Una differenza di quasi 64.000 euro che dimostra in modo lampante come i costi incidano profondamente sul risultato finale del nostro Pac. «È fondamentale, quando si valuta un investimento, guardare non solo al rendimento potenziale, ma anche e soprattutto ai costi. È la variabile più facile da controllare», afferma Salvatore Gaziano.
Un altro vantaggio degli Etf è la loro naturale diversificazione. Un singolo etf può raggruppare centinaia o migliaia di titoli di diverse aziende, settori e Paesi, garantendo una ripartizione del rischio senza dover acquistare decine di strumenti diversi. Questo evita di concentrare il proprio capitale su settori «di moda» o troppo specifici, che possono essere molto volatili.
Per un Pac, che per sua natura è un investimento a lungo termine, è fondamentale investire in un paniere il più possibile ampio e diversificato, che non risenta dei cicli di mercato di un singolo settore o di un singolo Paese. Gli Etf globali, ad esempio, che replicano indici come l'Msci World, offrono proprio questa caratteristica, riducendo il rischio di entrare sul mercato "al momento sbagliato" e permettendo di beneficiare della crescita economica mondiale.
La crescente domanda di Pac in Etf ha spinto banche e broker a competere offrendo soluzioni sempre più convenienti.
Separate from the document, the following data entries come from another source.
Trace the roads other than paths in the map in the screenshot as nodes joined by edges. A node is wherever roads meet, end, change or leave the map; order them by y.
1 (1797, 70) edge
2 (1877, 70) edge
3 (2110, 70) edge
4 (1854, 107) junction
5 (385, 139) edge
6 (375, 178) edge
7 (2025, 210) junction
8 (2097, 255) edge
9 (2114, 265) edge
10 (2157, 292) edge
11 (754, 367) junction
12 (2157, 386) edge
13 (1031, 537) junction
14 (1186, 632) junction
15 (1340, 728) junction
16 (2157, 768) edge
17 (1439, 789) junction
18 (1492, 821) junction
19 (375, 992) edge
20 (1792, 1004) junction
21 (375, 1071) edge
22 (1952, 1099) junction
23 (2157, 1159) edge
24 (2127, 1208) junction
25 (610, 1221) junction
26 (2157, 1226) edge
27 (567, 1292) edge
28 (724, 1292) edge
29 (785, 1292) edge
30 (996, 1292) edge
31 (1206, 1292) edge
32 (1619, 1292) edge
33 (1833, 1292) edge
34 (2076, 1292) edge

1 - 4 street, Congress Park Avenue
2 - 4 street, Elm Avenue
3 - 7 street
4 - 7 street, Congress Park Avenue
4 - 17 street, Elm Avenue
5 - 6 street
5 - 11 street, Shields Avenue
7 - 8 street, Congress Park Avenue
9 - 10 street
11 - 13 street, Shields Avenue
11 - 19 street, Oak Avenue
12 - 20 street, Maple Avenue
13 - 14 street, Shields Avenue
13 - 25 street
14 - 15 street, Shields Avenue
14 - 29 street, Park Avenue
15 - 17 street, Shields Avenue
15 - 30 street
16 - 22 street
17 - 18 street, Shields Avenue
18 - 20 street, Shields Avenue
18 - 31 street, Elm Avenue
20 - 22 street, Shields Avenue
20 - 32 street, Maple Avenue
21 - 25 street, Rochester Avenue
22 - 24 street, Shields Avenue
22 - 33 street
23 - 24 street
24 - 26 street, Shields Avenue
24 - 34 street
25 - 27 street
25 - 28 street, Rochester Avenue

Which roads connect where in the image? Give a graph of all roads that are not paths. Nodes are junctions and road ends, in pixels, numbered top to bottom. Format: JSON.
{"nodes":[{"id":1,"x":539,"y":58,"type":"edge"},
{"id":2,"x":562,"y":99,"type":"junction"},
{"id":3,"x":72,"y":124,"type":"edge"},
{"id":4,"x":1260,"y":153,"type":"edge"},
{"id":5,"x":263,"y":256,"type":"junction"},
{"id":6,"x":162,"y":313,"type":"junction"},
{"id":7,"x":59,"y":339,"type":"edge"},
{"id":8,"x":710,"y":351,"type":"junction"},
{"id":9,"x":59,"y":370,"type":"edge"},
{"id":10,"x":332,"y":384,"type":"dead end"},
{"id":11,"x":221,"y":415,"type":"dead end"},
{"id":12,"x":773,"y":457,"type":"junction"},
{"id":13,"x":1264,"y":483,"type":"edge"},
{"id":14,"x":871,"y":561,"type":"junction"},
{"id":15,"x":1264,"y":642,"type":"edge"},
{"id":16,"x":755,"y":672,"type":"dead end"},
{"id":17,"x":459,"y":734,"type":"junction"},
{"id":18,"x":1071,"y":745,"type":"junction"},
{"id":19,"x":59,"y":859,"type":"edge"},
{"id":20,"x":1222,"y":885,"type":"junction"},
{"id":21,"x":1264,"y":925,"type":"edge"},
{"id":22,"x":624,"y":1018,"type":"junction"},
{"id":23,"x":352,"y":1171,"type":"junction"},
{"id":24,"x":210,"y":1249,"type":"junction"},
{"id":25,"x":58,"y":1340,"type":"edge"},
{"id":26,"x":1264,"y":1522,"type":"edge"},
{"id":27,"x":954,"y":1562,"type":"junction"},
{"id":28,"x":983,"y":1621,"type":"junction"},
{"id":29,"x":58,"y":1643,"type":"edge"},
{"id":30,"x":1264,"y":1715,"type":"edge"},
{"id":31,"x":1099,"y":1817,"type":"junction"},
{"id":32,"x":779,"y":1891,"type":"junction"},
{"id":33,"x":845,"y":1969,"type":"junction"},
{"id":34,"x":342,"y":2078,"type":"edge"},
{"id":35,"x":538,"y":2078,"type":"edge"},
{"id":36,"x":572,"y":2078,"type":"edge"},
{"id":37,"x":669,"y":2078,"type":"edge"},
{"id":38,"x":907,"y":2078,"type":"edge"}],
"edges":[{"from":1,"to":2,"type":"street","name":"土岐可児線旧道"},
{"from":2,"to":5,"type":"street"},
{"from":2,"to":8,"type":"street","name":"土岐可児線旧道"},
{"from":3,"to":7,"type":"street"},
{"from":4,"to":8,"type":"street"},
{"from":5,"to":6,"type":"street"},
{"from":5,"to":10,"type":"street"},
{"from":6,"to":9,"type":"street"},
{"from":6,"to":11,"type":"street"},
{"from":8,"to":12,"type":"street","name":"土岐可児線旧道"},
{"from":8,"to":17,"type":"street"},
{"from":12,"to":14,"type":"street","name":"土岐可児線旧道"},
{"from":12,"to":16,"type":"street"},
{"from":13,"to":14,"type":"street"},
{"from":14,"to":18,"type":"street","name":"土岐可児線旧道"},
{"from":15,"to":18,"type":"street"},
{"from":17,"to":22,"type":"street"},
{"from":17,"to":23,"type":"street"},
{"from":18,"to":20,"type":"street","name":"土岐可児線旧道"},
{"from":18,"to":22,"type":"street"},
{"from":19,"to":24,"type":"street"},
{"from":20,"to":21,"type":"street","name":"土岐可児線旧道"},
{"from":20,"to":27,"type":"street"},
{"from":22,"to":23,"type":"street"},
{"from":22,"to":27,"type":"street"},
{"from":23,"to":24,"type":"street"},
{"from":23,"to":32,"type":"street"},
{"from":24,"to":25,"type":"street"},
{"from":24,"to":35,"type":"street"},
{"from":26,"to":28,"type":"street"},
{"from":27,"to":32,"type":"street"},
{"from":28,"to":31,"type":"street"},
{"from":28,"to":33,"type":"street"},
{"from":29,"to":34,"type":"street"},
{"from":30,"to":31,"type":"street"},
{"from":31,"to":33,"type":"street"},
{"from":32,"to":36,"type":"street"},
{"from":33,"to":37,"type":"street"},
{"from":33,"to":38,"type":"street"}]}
Oggi, è possibile costruire un piano di accumulo con commissioni di acquisto molto basse, o addirittura azzerate. Alcuni esempi? Directa: È stata pioniera in Italia offrendo un Pac automatico in Etf con zero costi di esecuzione su una vasta lista di strumenti convenzionati. È una soluzione ideale per chi vuole avere il pieno controllo e agire in autonomia. Fineco: Con il servizio Piano Replay, permette di creare un Pac su Etf con la possibilità di ribilanciamento automatico. L'offerta è particolarmente vantaggiosa per gli under 30, che possono usufruire del servizio gratuitamente. Moneyfarm: Ha recentemente lanciato il suo Pac in Etf automatico, che si aggiunge al servizio di gestione patrimoniale. Con versamenti a partire da 10 euro e commissioni di acquisto azzerate, si posiziona come una valida alternativa per chi cerca semplicità e automazione.
Ma sono sempre più numerose le banche e le piattaforme (Trade Republic, Scalable, Revolut…) che offrono la possibilità di sottoscrivere dei Pac in etf o comunque tutte consentono di negoziare gli etf e naturalmente un aspetto importante prima di sottoscrivere un pac è valutare i costi sia dello strumento sottostante che quelli diretti e indiretti come spese fisse o di negoziazione.
La scelta della piattaforma dipende dalle esigenze di ciascuno, ma il punto fermo rimane l'importanza di investire in strumenti diversificati e con costi contenuti. Per un investimento di lungo periodo, è fondamentale scegliere un paniere che non sia troppo tematico o «alla moda» secondo SoldiExpert SCF ma che rifletta una diversificazione ampia a livello di settori e Paesi. Questo è il miglior antidoto contro la volatilità e le mode del momento.
«Come consulenti finanziari indipendenti ovvero soggetti iscritti all’Albo Ocf (obbligatorio per chi in Italia fornisce consigli di investimento)», spiega Gaziano, «forniamo un’ampia consulenza senza conflitti di interesse (siamo pagati solo a parcella e non riceviamo commissioni sui prodotti o strumenti consigliati) a piccoli e grandi investitore e supportiamo i clienti nella scelta del Pac migliore a partire dalla scelta dell’intermediario e poi degli strumenti migliori o valutiamo se già sono stati attivati dei Pac magari in fondi di investimento se superano la valutazione costi-benefici».